Возникает вопрос: насколько самостоятелен субъект в своей демиургической активности? Руководствуются ли его действия Богом? Возвращается ли он к Отцу в смирении, а не в очаровании и гордыне? Иными словами, какое место в соборном обществе Софии принадлежит православию с его догматом о Святой Троице? Николай Булгаков не опровергает всеобщности и целостности православия точно так же, как не опровергает сингулярности и ипостасности человеческого существа и Софии. Чтобы доказать это, перейдем от его социальной философии к его метафизике, выраженном в «Свете невечернем»[289]

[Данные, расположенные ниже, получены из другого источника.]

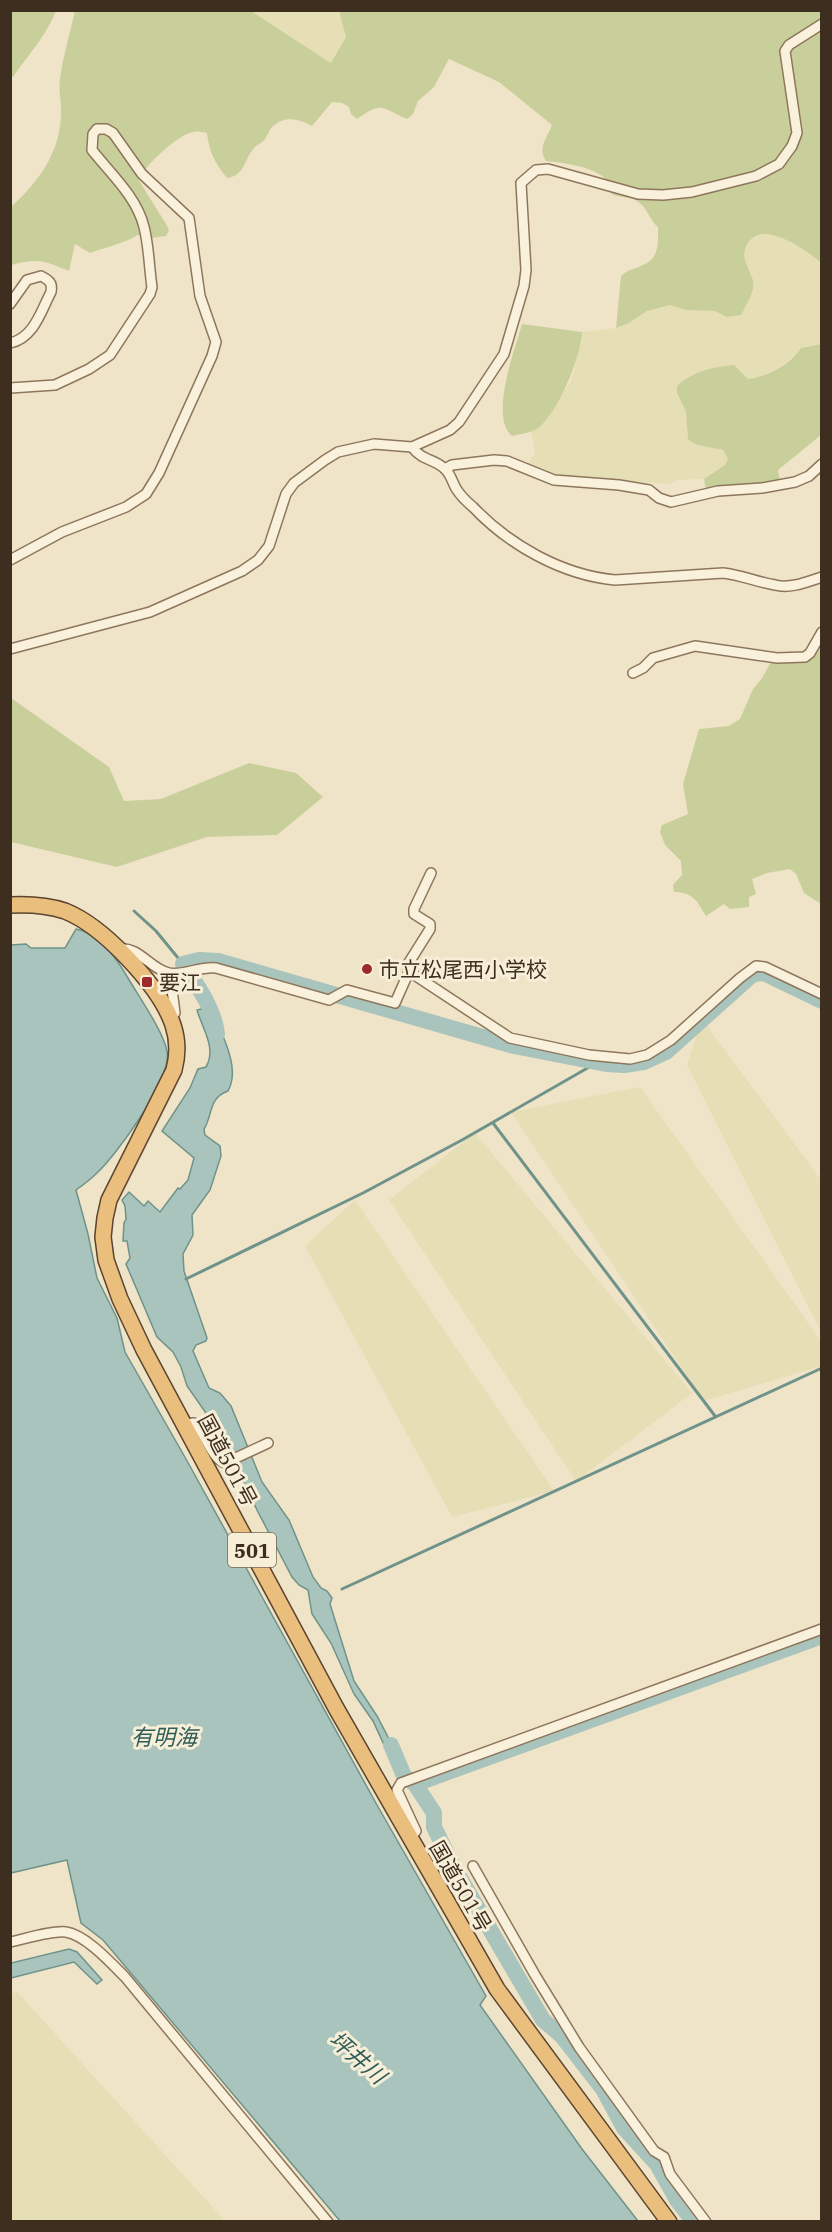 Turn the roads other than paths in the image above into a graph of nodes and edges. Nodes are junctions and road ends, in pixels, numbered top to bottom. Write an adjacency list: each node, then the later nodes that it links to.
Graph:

. Первореальность человеческой личности и личности Софии соотнесена с триипостасным Богом. Если Святая Троица соотнесена с божественным Логосом, то София передает его энергию человеку, не являясь при этом четвертой ипостасью, но являясь посредницей между Богом и человеком. София преодолевает разрыв между сакральным и профанным миром. Мир взаимных переходов движется от Логоса к Софии, от Софии к земному миру и человеку – и назад. В этом движении обнаруживается внутренний покой, диалектика смыкается с метафизикой, ибо всё одновременно пребывает в Боге. Динамический континуум переходов имеет свои статические пределы. Такое же единство мы наблюдаем в движении социально-философской мысли Булгакова по малому герменевтическому кругу в рамках большого круга: от Бога и Софии к хозяйству, от хозяйства к творчеству, от творчества к искусству, от искусства к субъекту, от субъекта назад к Софии и Богу. Примечательно, что в цепи эманации идей через свои тела то, что является телом по отношению к высшей идее, является идеей по отношению к низшему телу. София, будучи телом для Бога, является Душой – идеей для мира. Так, в структуре мифа знак языка является означающим для знака мифа как своего значения, которое, в свою очередь, является знаком (означающим) для архетипического смысла. Морфология матрешки роднит миф, театр, Софию и любовное переживание в оптике нарратива. Матрешка, напомним, является классическим русским архетипом.Материя и дух, тело и идея, плоть и душа, Бог и мир не должны быть отделены: совершенный Творец открывается своей несовершенной твари. В этом и состоит высшее нравственное и чувственное устремление Булгакова – возлюбить этот падший мир, взлелеять мир, оправдать мир и спасти мир, дав ему надежду. Сделать это можно только через Софию как через любовь, приближающую трансцендентного Бога к Его творению. Но при этом Булгаков не уходит в пантеизм и не обожествляет мир, в котором отражается Бог, ибо мир не в состоянии отразить всю бесконечность отражаемого. Бог есть всё, но всё не есть Бог: «Бог как Абсолютное совершенно трансцендентен миру, есть НЕ-что. Но как Творец Он открывается твари, давая в Себе место относительному»[290]
.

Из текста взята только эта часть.